● TASK TO CARRY OUT
Go through the data below and count every line that has the word "Billiemme". Return only the count.

Stored data entries:
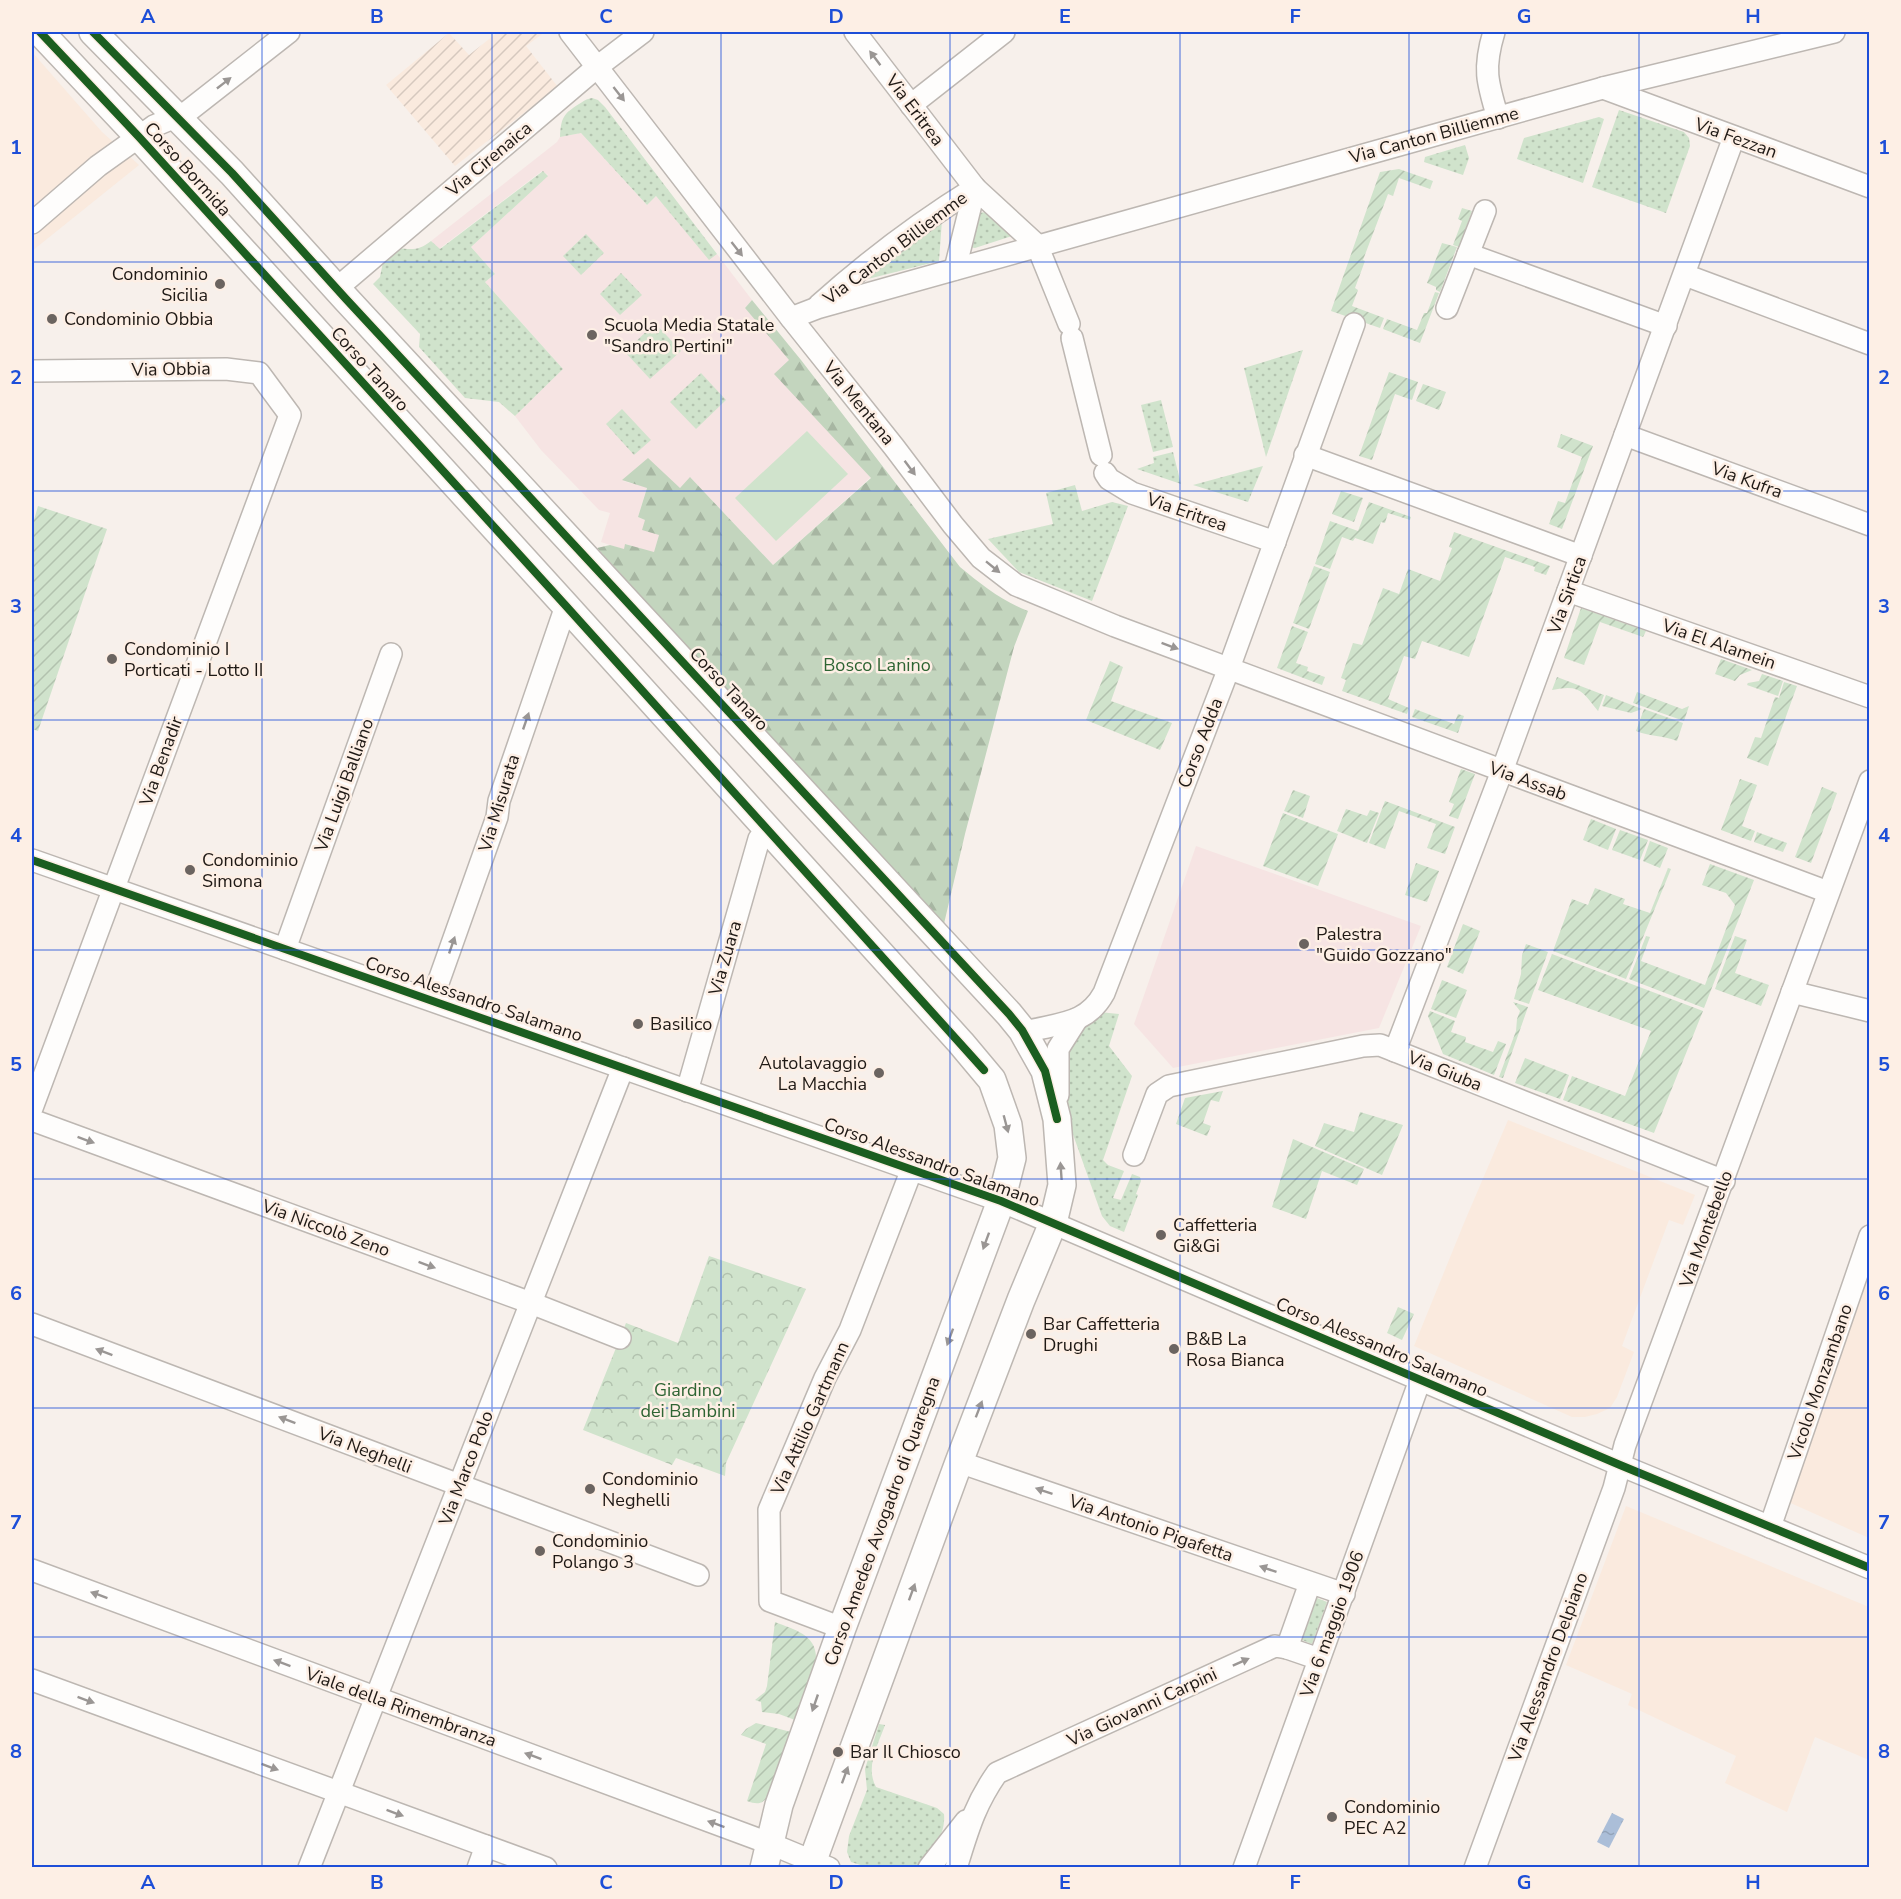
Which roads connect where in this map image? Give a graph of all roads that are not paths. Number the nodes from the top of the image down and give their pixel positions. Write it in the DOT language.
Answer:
graph roads {
  1 [pos="40,32"];
  2 [pos="93,32"];
  3 [pos="289,32"];
  4 [pos="570,32"];
  5 [pos="643,32"];
  6 [pos="855,32"];
  7 [pos="1004,32"];
  8 [pos="1494,32"];
  9 [pos="1834,32"];
  10 [pos="597,67"];
  11 [pos="1603,88"];
  12 [pos="911,105"];
  13 [pos="176,116"];
  14 [pos="1498,118"];
  15 [pos="139,137"];
  16 [pos="1734,137"];
  17 [pos="1869,187"];
  18 [pos="975,188"];
  19 [pos="1485,211"];
  20 [pos="32,223"];
  21 [pos="1036,245"];
  22 [pos="1468,254"];
  23 [pos="955,268"];
  24 [pos="1685,275"];
  25 [pos="341,294"];
  26 [pos="817,308"];
  27 [pos="1447,308"];
  28 [pos="791,318"];
  29 [pos="1354,324"];
  30 [pos="1666,326"];
  31 [pos="312,329"];
  32 [pos="1869,344"];
  33 [pos="32,371"];
  34 [pos="290,415"];
  35 [pos="1625,435"];
  36 [pos="1305,455"];
  37 [pos="1869,525"];
  38 [pos="1275,542"];
  39 [pos="1581,556"];
  40 [pos="1568,591"];
  41 [pos="566,606"];
  42 [pos="391,654"];
  43 [pos="1229,668"];
  44 [pos="1869,697"];
  45 [pos="1502,771"];
  46 [pos="1869,780"];
  47 [pos="768,828"];
  48 [pos="32,860"];
  49 [pos="113,889"];
  50 [pos="1828,892"];
  51 [pos="285,949"];
  52 [pos="1792,993"];
  53 [pos="432,1000"];
  54 [pos="1869,1011"];
  55 [pos="1077,1019"];
  56 [pos="1022,1030"];
  57 [pos="1395,1051"];
  58 [pos="623,1068"];
  59 [pos="687,1090"];
  60 [pos="32,1108"];
  61 [pos="1057,1119"];
  62 [pos="32,1120"];
  63 [pos="1134,1155"];
  64 [pos="912,1169"];
  65 [pos="1724,1181"];
  66 [pos="1001,1201"];
  67 [pos="1053,1223"];
  68 [pos="1869,1236"];
  69 [pos="531,1303"];
  70 [pos="32,1324"];
  71 [pos="620,1338"];
  72 [pos="1420,1380"];
  73 [pos="959,1462"];
  74 [pos="1620,1466"];
  75 [pos="459,1485"];
  76 [pos="1770,1527"];
  77 [pos="1869,1568"];
  78 [pos="32,1570"];
  79 [pos="698,1575"];
  80 [pos="1310,1583"];
  81 [pos="1344,1594"];
  82 [pos="842,1628"];
  83 [pos="1287,1648"];
  84 [pos="1319,1659"];
  85 [pos="32,1680"];
  86 [pos="376,1698"];
  87 [pos="340,1793"];
  88 [pos="974,1811"];
  89 [pos="486,1846"];
  90 [pos="767,1856"];
  91 [pos="817,1865"];
  92 [pos="309,1868"];
  93 [pos="478,1868"];
  94 [pos="546,1868"];
  95 [pos="929,1868"];
  96 [pos="956,1868"];
  97 [pos="1244,1868"];
  98 [pos="1475,1868"];
  1 -- 15 [label="main road, Corso Bormida"];
  2 -- 13 [label="main road, Corso Bormida"];
  13 -- 3 [label="street, one-way"];
  4 -- 10 [label="street, Via Mentana"];
  5 -- 10 [label="street, Via Cirenaica"];
  12 -- 6 [label="street, Via Eritrea, one-way"];
  7 -- 12 [label="street"];
  8 -- 14 [label="street"];
  9 -- 11 [label="street, Via Canton Billiemme"];
  10 -- 25 [label="street, Via Cirenaica"];
  10 -- 28 [label="street, Via Mentana, one-way"];
  11 -- 14 [label="street, Via Canton Billiemme"];
  11 -- 16 [label="street, Via Fezzan"];
  12 -- 18 [label="street, Via Eritrea"];
  13 -- 15 [label="street, Corso Bormida"];
  13 -- 25 [label="main road, Corso Bormida"];
  14 -- 21 [label="street, Via Canton Billiemme"];
  15 -- 20 [label="street"];
  15 -- 31 [label="main road, Corso Bormida"];
  16 -- 17 [label="street, Via Fezzan"];
  16 -- 24 [label="street, Via Sirtica"];
  18 -- 21 [label="street, Via Canton Billiemme"];
  18 -- 23 [label="street, Via Canton Billiemme"];
  18 -- 26 [label="street, Via Canton Billiemme"];
  19 -- 22 [label="street"];
  21 -- 23 [label="street, Via Canton Billiemme"];
  21 -- 38 [label="street, Via Eritrea"];
  22 -- 27 [label="street"];
  22 -- 30 [label="street"];
  23 -- 26 [label="street, Via Canton Billiemme"];
  24 -- 30 [label="street, Via Sirtica"];
  24 -- 32 [label="street"];
  25 -- 56 [label="main road, Corso Tanaro"];
  26 -- 28 [label="street, Via Canton Billiemme"];
  28 -- 43 [label="street, Via Mentana, one-way"];
  29 -- 36 [label="street, Corso Adda"];
  30 -- 35 [label="street, Via Sirtica"];
  31 -- 41 [label="main road, Corso Tanaro"];
  33 -- 34 [label="street, Via Obbia"];
  34 -- 49 [label="street, Via Benadir"];
  35 -- 37 [label="street, Via Kufra"];
  35 -- 39 [label="street, Via Sirtica"];
  36 -- 38 [label="street, Corso Adda"];
  36 -- 39 [label="street"];
  38 -- 43 [label="street, Corso Adda"];
  39 -- 40 [label="street, Via Sirtica"];
  40 -- 44 [label="street, Via El Alamein"];
  40 -- 45 [label="street, Via Sirtica"];
  41 -- 47 [label="main road, Corso Tanaro"];
  53 -- 41 [label="street, Via Misurata, one-way"];
  42 -- 51 [label="street, Via Luigi Balliano"];
  43 -- 45 [label="street, Via Assab"];
  43 -- 55 [label="street, Corso Adda"];
  45 -- 50 [label="street, Via Assab"];
  45 -- 57 [label="street, Via Sirtica"];
  46 -- 50 [label="street, Via Montebello"];
  47 -- 59 [label="street, Via Zuara"];
  47 -- 66 [label="main road, Corso Tanaro, one-way"];
  48 -- 49 [label="street, Corso Alessandro Salamano"];
  49 -- 51 [label="street, Corso Alessandro Salamano"];
  49 -- 60 [label="street, Via Benadir"];
  50 -- 52 [label="street, Via Montebello"];
  51 -- 53 [label="street, Corso Alessandro Salamano"];
  52 -- 54 [label="street"];
  52 -- 65 [label="street, Via Montebello"];
  53 -- 58 [label="street, Corso Alessandro Salamano"];
  55 -- 56 [label="street, Corso Adda"];
  55 -- 61 [label="street, Corso Adda"];
  56 -- 61 [label="main road, Corso Tanaro"];
  57 -- 63 [label="street, Via Giuba"];
  57 -- 65 [label="street, Via Giuba"];
  58 -- 59 [label="street, Corso Alessandro Salamano"];
  58 -- 69 [label="street, Via Marco Polo"];
  59 -- 64 [label="street, Corso Alessandro Salamano"];
  67 -- 61 [label="main road, Corso Tanaro, one-way"];
  62 -- 69 [label="street, Via Niccolò Zeno, one-way"];
  64 -- 66 [label="street, Corso Alessandro Salamano"];
  64 -- 82 [label="street, Via Attilio Gartmann"];
  65 -- 74 [label="street, Via Montebello"];
  66 -- 67 [label="street, Corso Alessandro Salamano"];
  66 -- 82 [label="main road, Corso Amedeo Avogadro di Quaregna, one-way"];
  67 -- 72 [label="street, Corso Alessandro Salamano"];
  73 -- 67 [label="main road, one-way"];
  68 -- 76 [label="street, Vicolo Monzambano"];
  69 -- 71 [label="street, Via Niccolò Zeno"];
  69 -- 75 [label="street, Via Marco Polo"];
  75 -- 70 [label="street, Via Neghelli, one-way"];
  72 -- 74 [label="street, Corso Alessandro Salamano"];
  72 -- 81 [label="street, Via 6 maggio 1906"];
  80 -- 73 [label="street, Via Antonio Pigafetta, one-way"];
  91 -- 73 [label="main road, one-way"];
  74 -- 76 [label="street, Corso Alessandro Salamano"];
  74 -- 98 [label="street, Via Alessandro Delpiano"];
  75 -- 79 [label="street, Via Neghelli"];
  75 -- 86 [label="street, Via Marco Polo"];
  76 -- 77 [label="street, Corso Alessandro Salamano"];
  86 -- 78 [label="street, Viale della Rimembranza, one-way"];
  80 -- 81 [label="street, Via Antonio Pigafetta"];
  80 -- 83 [label="street"];
  81 -- 84 [label="street, Via 6 maggio 1906"];
  82 -- 90 [label="main road, Corso Amedeo Avogadro di Quaregna, one-way"];
  83 -- 84 [label="street, Via Giovanni Carpini"];
  88 -- 83 [label="street, Via Giovanni Carpini, one-way"];
  84 -- 97 [label="street, Via 6 maggio 1906"];
  85 -- 87 [label="street, one-way"];
  86 -- 87 [label="street, Via Marco Polo"];
  90 -- 86 [label="street, Viale della Rimembranza, one-way"];
  87 -- 89 [label="street, one-way"];
  87 -- 92 [label="street, Via Marco Polo"];
  88 -- 95 [label="street"];
  88 -- 96 [label="street"];
  89 -- 93 [label="street"];
  89 -- 94 [label="street"];
  90 -- 91 [label="street, Viale della Rimembranza"];
}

● OUTPUT BELOW
9